§ **Exercise directions**
Where the records below reach the line containing "ring pip: (181, 102)", start transcribing, and end with the line containing "index dip: (90, 123)", exactly and with nothing else added.

§ **Source information**
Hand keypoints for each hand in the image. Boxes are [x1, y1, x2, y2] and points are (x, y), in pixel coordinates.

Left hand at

==

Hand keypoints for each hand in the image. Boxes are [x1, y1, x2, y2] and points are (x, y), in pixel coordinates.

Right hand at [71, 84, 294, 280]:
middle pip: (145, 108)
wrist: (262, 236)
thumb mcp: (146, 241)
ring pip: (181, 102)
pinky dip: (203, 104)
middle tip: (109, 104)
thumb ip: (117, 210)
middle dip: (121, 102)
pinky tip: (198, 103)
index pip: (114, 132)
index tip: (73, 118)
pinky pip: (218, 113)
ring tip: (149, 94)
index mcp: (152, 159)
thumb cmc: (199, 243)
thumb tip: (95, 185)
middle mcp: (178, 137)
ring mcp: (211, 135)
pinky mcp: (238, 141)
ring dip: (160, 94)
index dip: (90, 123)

§ **Exercise solution**
ring pip: (181, 102)
pinky dip: (203, 104)
middle tip: (109, 104)
thumb ip: (117, 210)
middle dip: (121, 102)
pinky tip: (198, 103)
index pip: (114, 132)
index tip: (73, 118)
pinky pip: (218, 113)
ring tip: (149, 94)
index mcp: (152, 159)
thumb cmc: (199, 243)
thumb tip: (95, 185)
middle mcp: (178, 137)
ring mcp: (211, 135)
pinky mcp: (238, 141)
ring dip: (160, 94)
index dip: (90, 123)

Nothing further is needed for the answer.